*** Opening Data in this exercise ***

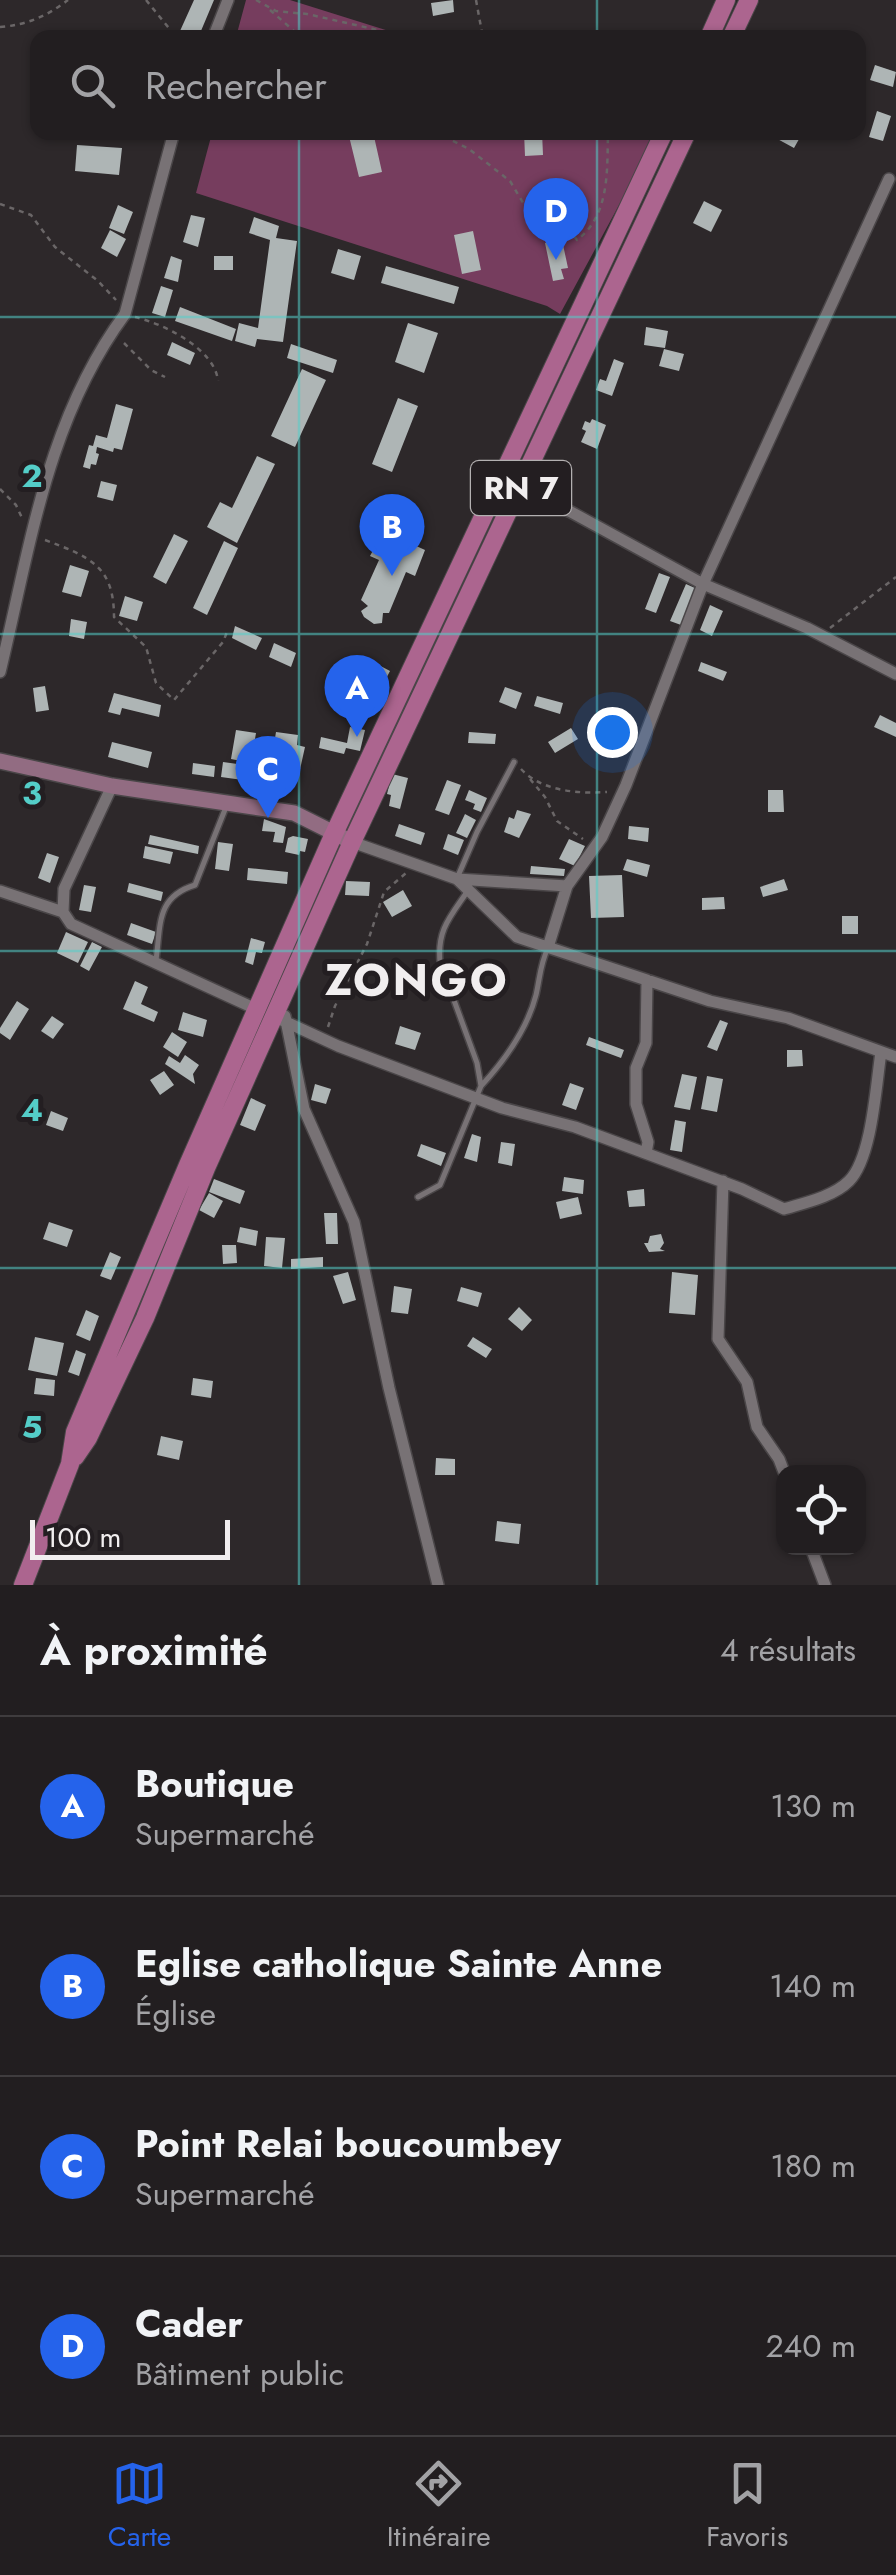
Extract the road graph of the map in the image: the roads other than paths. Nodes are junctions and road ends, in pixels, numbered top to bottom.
1 (228, 0) edge
2 (726, 0) edge
3 (749, 0) edge
4 (216, 30) edge
5 (712, 30) edge
6 (735, 30) edge
7 (172, 140) edge
8 (660, 140) edge
9 (683, 140) edge
10 (889, 179) dead end
11 (520, 490) junction
12 (703, 584) junction
13 (5, 623) edge
14 (0, 672) edge
15 (896, 674) edge
16 (0, 761) edge
17 (514, 762) road end
18 (112, 786) junction
19 (227, 803) junction
20 (343, 838) junction
21 (457, 879) junction
22 (566, 886) junction
23 (469, 890) junction
24 (0, 891) edge
25 (63, 912) junction
26 (548, 947) junction
27 (155, 963) junction
28 (647, 980) junction
29 (271, 1015) junction
30 (881, 1052) junction
31 (896, 1057) edge
32 (479, 1092) junction
33 (646, 1153) junction
34 (723, 1181) junction
35 (418, 1197) dead end
36 (782, 1465) edge
37 (814, 1555) edge
38 (23, 1585) edge
39 (438, 1585) edge
40 (825, 1585) edge

1 - 4 street
2 - 5 main road
3 - 6 main road
7 - 13 street
8 - 20 main road, RN 7
9 - 11 main road, RN 7
10 - 12 street
11 - 12 street
11 - 20 main road, RN 7
12 - 15 street
12 - 22 street
13 - 14 street
16 - 18 main road
17 - 21 lane
18 - 19 main road
18 - 25 street
19 - 20 main road
19 - 27 lane
20 - 21 street
20 - 29 main road, RN 7
20 - 29 main road, RN 7
21 - 22 street
21 - 23 street
22 - 26 street
23 - 26 street
23 - 32 lane
24 - 25 street
25 - 27 street
26 - 28 street
26 - 32 lane
27 - 29 street
28 - 30 street
28 - 33 street
29 - 32 street
29 - 38 main road, RN 7
29 - 39 street
30 - 31 street
30 - 34 street
32 - 33 street
32 - 35 lane
33 - 34 street
34 - 36 street
37 - 40 street

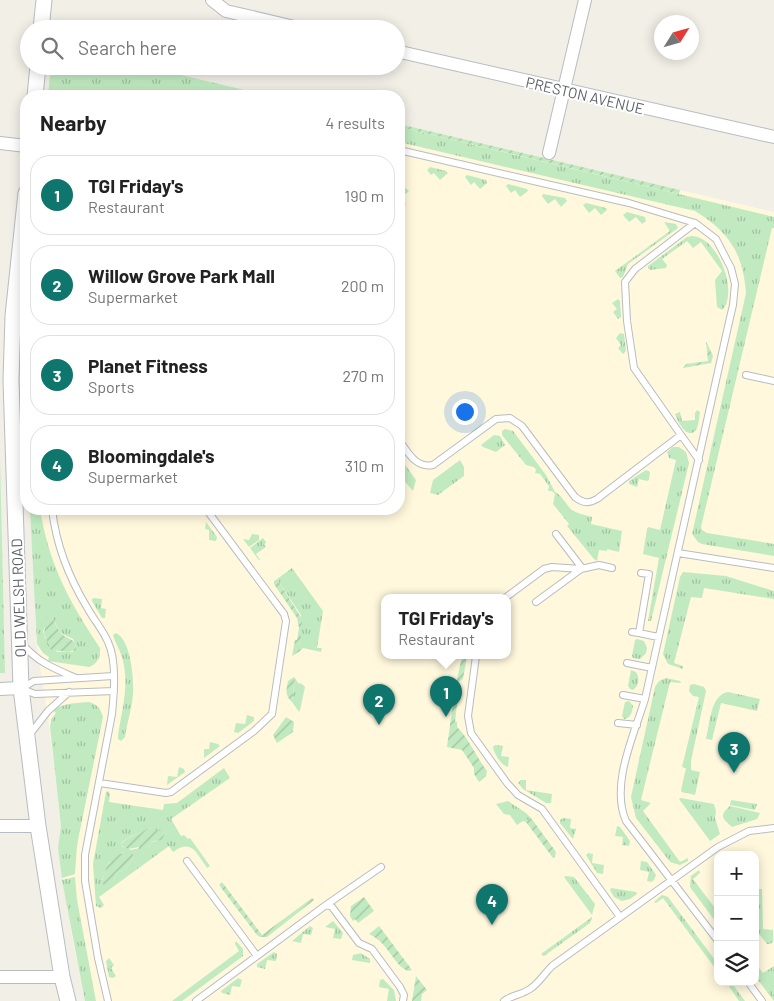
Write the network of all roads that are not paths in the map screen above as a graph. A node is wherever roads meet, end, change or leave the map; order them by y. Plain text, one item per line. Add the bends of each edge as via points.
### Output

*** Closing Data in this exercise ***

• What this task involves:
Would you give again, word for word, every line from the one with "Write the network" through the final line of the listing above?

• Answer to this exercise:
Write the network of all roads that are not paths in the map screen above as a graph. A node is wherever roads meet, end, change or leave the map; order them by y. Plain text, one item per line. Add the bends of each edge as via points.
### Output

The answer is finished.